Directions for this task: What is needed is an exact transcription of every entry below, with the pictures left out.

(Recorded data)
+ + + + +

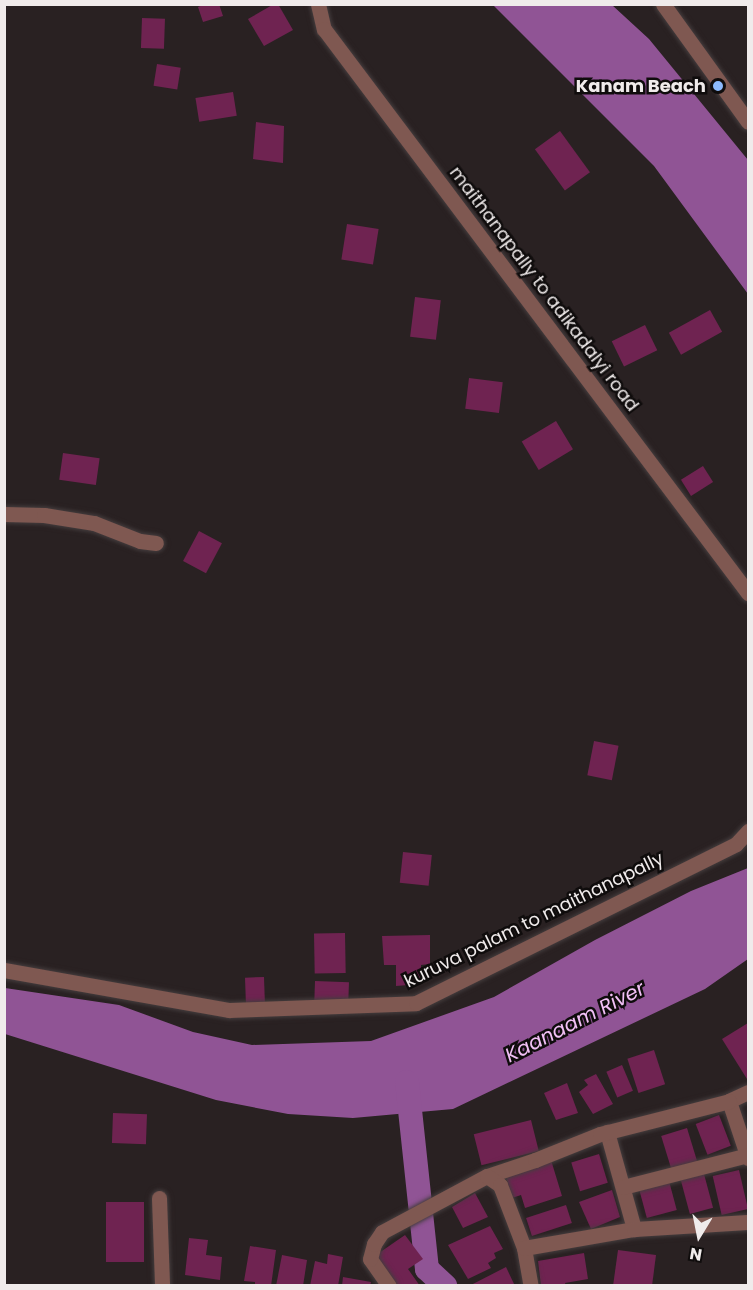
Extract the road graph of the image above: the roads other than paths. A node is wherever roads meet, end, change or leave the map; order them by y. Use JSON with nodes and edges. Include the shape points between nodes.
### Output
{"nodes":[{"id":1,"x":318,"y":4,"type":"edge"},
{"id":2,"x":663,"y":4,"type":"edge"},
{"id":3,"x":748,"y":122,"type":"edge"},
{"id":4,"x":4,"y":514,"type":"edge"},
{"id":5,"x":156,"y":543,"type":"dead end"},
{"id":6,"x":748,"y":593,"type":"edge"},
{"id":7,"x":748,"y":831,"type":"edge"},
{"id":8,"x":4,"y":970,"type":"edge"},
{"id":9,"x":748,"y":1092,"type":"edge"},
{"id":10,"x":729,"y":1101,"type":"junction"},
{"id":11,"x":607,"y":1132,"type":"junction"},
{"id":12,"x":748,"y":1156,"type":"edge"},
{"id":13,"x":487,"y":1176,"type":"junction"},
{"id":14,"x":623,"y":1187,"type":"junction"},
{"id":15,"x":159,"y":1198,"type":"dead end"},
{"id":16,"x":748,"y":1222,"type":"edge"},
{"id":17,"x":634,"y":1229,"type":"junction"},
{"id":18,"x":524,"y":1248,"type":"junction"},
{"id":19,"x":162,"y":1286,"type":"edge"},
{"id":20,"x":389,"y":1286,"type":"edge"},
{"id":21,"x":531,"y":1286,"type":"edge"}],
"edges":[{"from":1,"to":6,"type":"street","name":"maithanapally to adikadalyi road","via":[[324,28]]},
{"from":2,"to":3,"type":"street"},
{"from":4,"to":5,"type":"street","via":[[94,523],[140,541]]},
{"from":7,"to":8,"type":"street","name":"kuruva palam to maithanapally","via":[[736,844],[416,1003],[229,1010]]},
{"from":9,"to":10,"type":"street"},
{"from":10,"to":11,"type":"street"},
{"from":10,"to":12,"type":"street"},
{"from":11,"to":13,"type":"street"},
{"from":11,"to":14,"type":"street"},
{"from":12,"to":14,"type":"street"},
{"from":13,"to":18,"type":"street","via":[[500,1185]]},
{"from":13,"to":20,"type":"street","via":[[382,1232],[370,1259]]},
{"from":14,"to":17,"type":"street"},
{"from":15,"to":19,"type":"street"},
{"from":16,"to":17,"type":"street"},
{"from":17,"to":18,"type":"street"},
{"from":18,"to":21,"type":"street"}]}
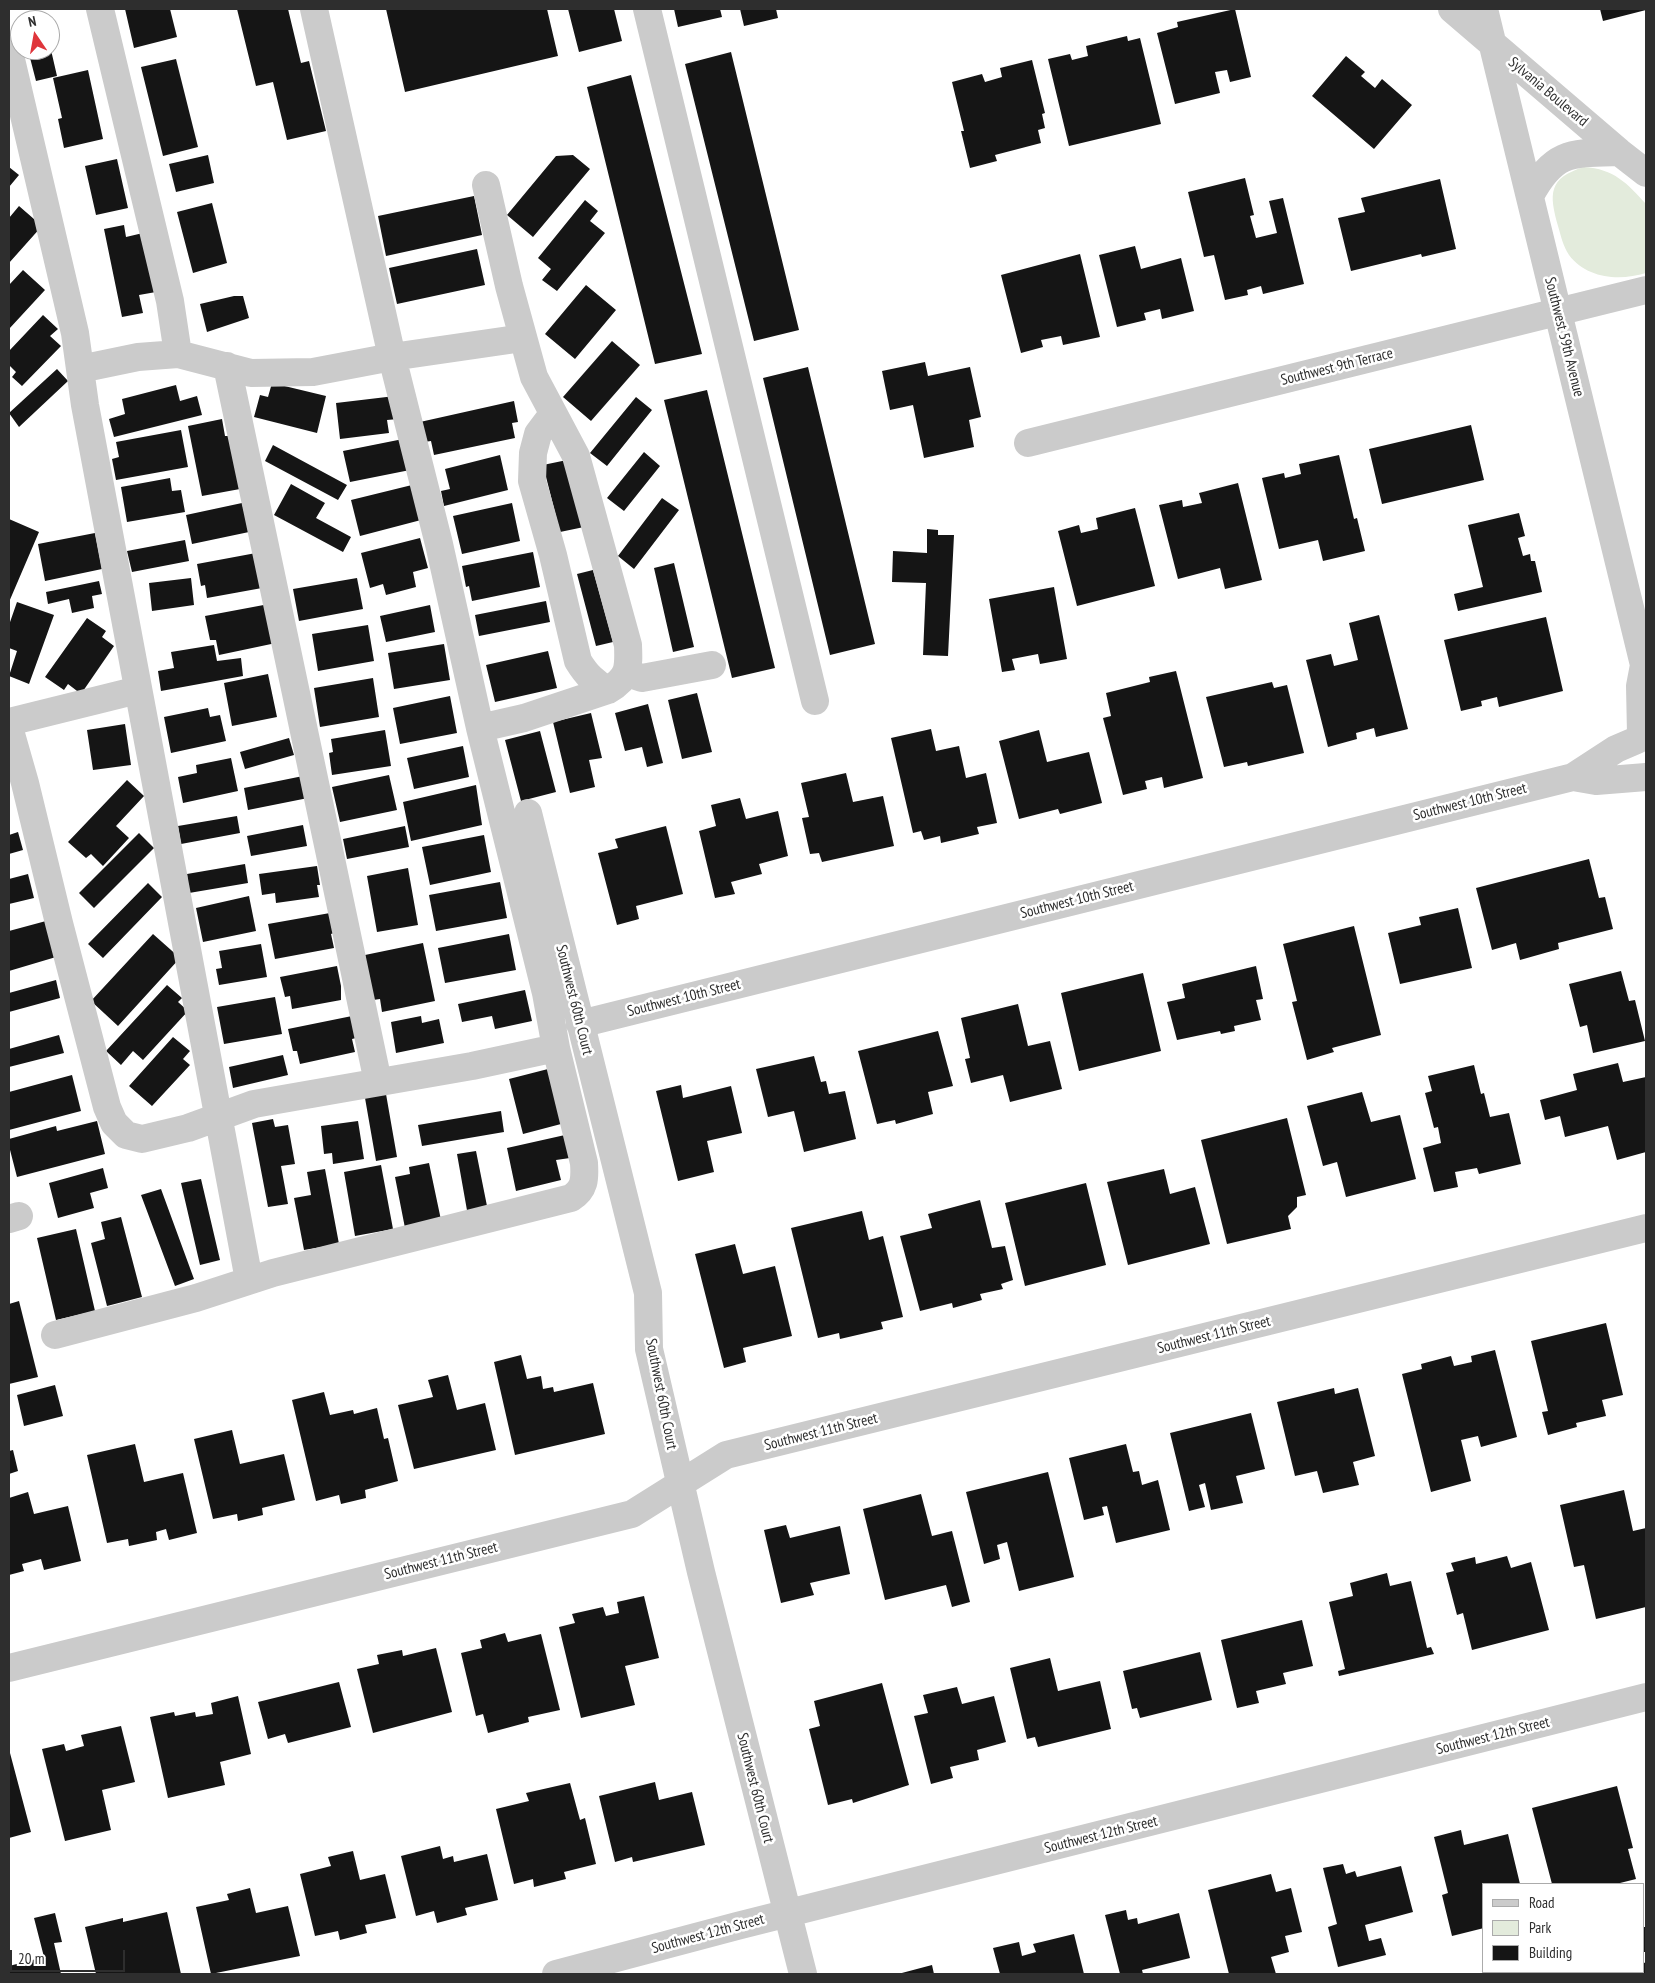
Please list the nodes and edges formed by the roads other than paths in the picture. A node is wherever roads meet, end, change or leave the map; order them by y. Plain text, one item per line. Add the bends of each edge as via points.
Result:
1 (100, 9) edge
2 (314, 9) edge
3 (647, 9) edge
4 (1452, 9) edge
5 (1484, 9) edge
6 (1493, 45) junction
7 (9, 51) edge
8 (1619, 152) junction
9 (1646, 173) edge
10 (486, 185) dead end
11 (1530, 196) junction
12 (1646, 290) edge
13 (1558, 312) junction
14 (523, 338) junction
15 (178, 354) junction
16 (392, 357) junction
17 (227, 366) junction
18 (80, 369) junction
19 (553, 414) junction
20 (1028, 443) dead end
21 (712, 665) dead end
22 (1645, 667) edge
23 (617, 682) junction
24 (138, 690) junction
25 (815, 700) dead end
26 (9, 722) edge
27 (9, 727) edge
28 (480, 728) junction
29 (1641, 734) edge
30 (1573, 777) junction
31 (1646, 777) edge
32 (528, 813) dead end
33 (580, 1024) junction
34 (556, 1048) junction
35 (378, 1082) junction
36 (217, 1118) junction
37 (1646, 1228) edge
38 (249, 1280) junction
39 (54, 1335) dead end
40 (680, 1483) junction
41 (9, 1668) edge
42 (1646, 1697) edge
43 (788, 1913) junction
44 (556, 1974) edge
45 (803, 1974) edge

1 - 15 street via 170,301
2 - 16 street
3 - 25 street
4 - 6 street, Sylvania Boulevard
5 - 6 street, Southwest 59th Avenue
6 - 8 street, Sylvania Boulevard
6 - 11 street, Southwest 59th Avenue
7 - 18 street via 75,334
8 - 9 street, Sylvania Boulevard
8 - 11 street via 1564,157 1549,167
10 - 14 street
11 - 13 street, Southwest 59th Avenue
12 - 13 street, Southwest 9th Terrace
13 - 20 street, Southwest 9th Terrace
13 - 22 street, Southwest 59th Avenue
14 - 16 street
14 - 19 street via 534,377
15 - 17 street
15 - 18 street via 138,357
16 - 17 street via 313,372 251,373
16 - 28 street via 439,544
17 - 35 street
18 - 24 street
19 - 23 street via 576,456 628,645
19 - 23 street via 538,434 533,453 532,481 578,661 596,684
21 - 23 street
22 - 29 street, Southwest 59th Avenue via 1640,686
23 - 28 street via 524,718
24 - 26 street
24 - 36 street
27 - 36 street via 26,783 106,1107 114,1123 126,1135 142,1139
28 - 34 street via 546,993
29 - 30 street, Southwest 10th Street
29 - 31 street, Southwest 59th Avenue via 1634,749 1638,767
30 - 31 street, Southwest 10th Street via 1596,781
30 - 33 street, Southwest 10th Street
32 - 33 street, Southwest 60th Court
33 - 40 street, Southwest 60th Court via 648,1293 649,1349
34 - 35 street
34 - 38 street via 584,1163 585,1180 580,1192 571,1198
35 - 36 street via 254,1104
36 - 38 street
37 - 40 street, Southwest 11th Street via 726,1455
38 - 39 street via 196,1298
40 - 41 street, Southwest 11th Street via 632,1514
40 - 43 street, Southwest 60th Court
42 - 43 street, Southwest 12th Street
43 - 44 street, Southwest 12th Street
43 - 45 street, Southwest 60th Court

+ + + + +

Answer to this problem:
Extract the road graph of the image above: the roads other than paths. A node is wherever roads meet, end, change or leave the map; order them by y. Use JSON with nodes and edges. Include the shape points between nodes.
### Output
{"nodes":[{"id":1,"x":318,"y":4,"type":"edge"},
{"id":2,"x":663,"y":4,"type":"edge"},
{"id":3,"x":748,"y":122,"type":"edge"},
{"id":4,"x":4,"y":514,"type":"edge"},
{"id":5,"x":156,"y":543,"type":"dead end"},
{"id":6,"x":748,"y":593,"type":"edge"},
{"id":7,"x":748,"y":831,"type":"edge"},
{"id":8,"x":4,"y":970,"type":"edge"},
{"id":9,"x":748,"y":1092,"type":"edge"},
{"id":10,"x":729,"y":1101,"type":"junction"},
{"id":11,"x":607,"y":1132,"type":"junction"},
{"id":12,"x":748,"y":1156,"type":"edge"},
{"id":13,"x":487,"y":1176,"type":"junction"},
{"id":14,"x":623,"y":1187,"type":"junction"},
{"id":15,"x":159,"y":1198,"type":"dead end"},
{"id":16,"x":748,"y":1222,"type":"edge"},
{"id":17,"x":634,"y":1229,"type":"junction"},
{"id":18,"x":524,"y":1248,"type":"junction"},
{"id":19,"x":162,"y":1286,"type":"edge"},
{"id":20,"x":389,"y":1286,"type":"edge"},
{"id":21,"x":531,"y":1286,"type":"edge"}],
"edges":[{"from":1,"to":6,"type":"street","name":"maithanapally to adikadalyi road","via":[[324,28]]},
{"from":2,"to":3,"type":"street"},
{"from":4,"to":5,"type":"street","via":[[94,523],[140,541]]},
{"from":7,"to":8,"type":"street","name":"kuruva palam to maithanapally","via":[[736,844],[416,1003],[229,1010]]},
{"from":9,"to":10,"type":"street"},
{"from":10,"to":11,"type":"street"},
{"from":10,"to":12,"type":"street"},
{"from":11,"to":13,"type":"street"},
{"from":11,"to":14,"type":"street"},
{"from":12,"to":14,"type":"street"},
{"from":13,"to":18,"type":"street","via":[[500,1185]]},
{"from":13,"to":20,"type":"street","via":[[382,1232],[370,1259]]},
{"from":14,"to":17,"type":"street"},
{"from":15,"to":19,"type":"street"},
{"from":16,"to":17,"type":"street"},
{"from":17,"to":18,"type":"street"},
{"from":18,"to":21,"type":"street"}]}
Please list the nodes and edges formed by the roads other than paths in the picture. A node is wherever roads meet, end, change or leave the map; order them by y. Plain text, one item per line. Add the bends of each edge as via points.
Result:
1 (100, 9) edge
2 (314, 9) edge
3 (647, 9) edge
4 (1452, 9) edge
5 (1484, 9) edge
6 (1493, 45) junction
7 (9, 51) edge
8 (1619, 152) junction
9 (1646, 173) edge
10 (486, 185) dead end
11 (1530, 196) junction
12 (1646, 290) edge
13 (1558, 312) junction
14 (523, 338) junction
15 (178, 354) junction
16 (392, 357) junction
17 (227, 366) junction
18 (80, 369) junction
19 (553, 414) junction
20 (1028, 443) dead end
21 (712, 665) dead end
22 (1645, 667) edge
23 (617, 682) junction
24 (138, 690) junction
25 (815, 700) dead end
26 (9, 722) edge
27 (9, 727) edge
28 (480, 728) junction
29 (1641, 734) edge
30 (1573, 777) junction
31 (1646, 777) edge
32 (528, 813) dead end
33 (580, 1024) junction
34 (556, 1048) junction
35 (378, 1082) junction
36 (217, 1118) junction
37 (1646, 1228) edge
38 (249, 1280) junction
39 (54, 1335) dead end
40 (680, 1483) junction
41 (9, 1668) edge
42 (1646, 1697) edge
43 (788, 1913) junction
44 (556, 1974) edge
45 (803, 1974) edge

1 - 15 street via 170,301
2 - 16 street
3 - 25 street
4 - 6 street, Sylvania Boulevard
5 - 6 street, Southwest 59th Avenue
6 - 8 street, Sylvania Boulevard
6 - 11 street, Southwest 59th Avenue
7 - 18 street via 75,334
8 - 9 street, Sylvania Boulevard
8 - 11 street via 1564,157 1549,167
10 - 14 street
11 - 13 street, Southwest 59th Avenue
12 - 13 street, Southwest 9th Terrace
13 - 20 street, Southwest 9th Terrace
13 - 22 street, Southwest 59th Avenue
14 - 16 street
14 - 19 street via 534,377
15 - 17 street
15 - 18 street via 138,357
16 - 17 street via 313,372 251,373
16 - 28 street via 439,544
17 - 35 street
18 - 24 street
19 - 23 street via 576,456 628,645
19 - 23 street via 538,434 533,453 532,481 578,661 596,684
21 - 23 street
22 - 29 street, Southwest 59th Avenue via 1640,686
23 - 28 street via 524,718
24 - 26 street
24 - 36 street
27 - 36 street via 26,783 106,1107 114,1123 126,1135 142,1139
28 - 34 street via 546,993
29 - 30 street, Southwest 10th Street
29 - 31 street, Southwest 59th Avenue via 1634,749 1638,767
30 - 31 street, Southwest 10th Street via 1596,781
30 - 33 street, Southwest 10th Street
32 - 33 street, Southwest 60th Court
33 - 40 street, Southwest 60th Court via 648,1293 649,1349
34 - 35 street
34 - 38 street via 584,1163 585,1180 580,1192 571,1198
35 - 36 street via 254,1104
36 - 38 street
37 - 40 street, Southwest 11th Street via 726,1455
38 - 39 street via 196,1298
40 - 41 street, Southwest 11th Street via 632,1514
40 - 43 street, Southwest 60th Court
42 - 43 street, Southwest 12th Street
43 - 44 street, Southwest 12th Street
43 - 45 street, Southwest 60th Court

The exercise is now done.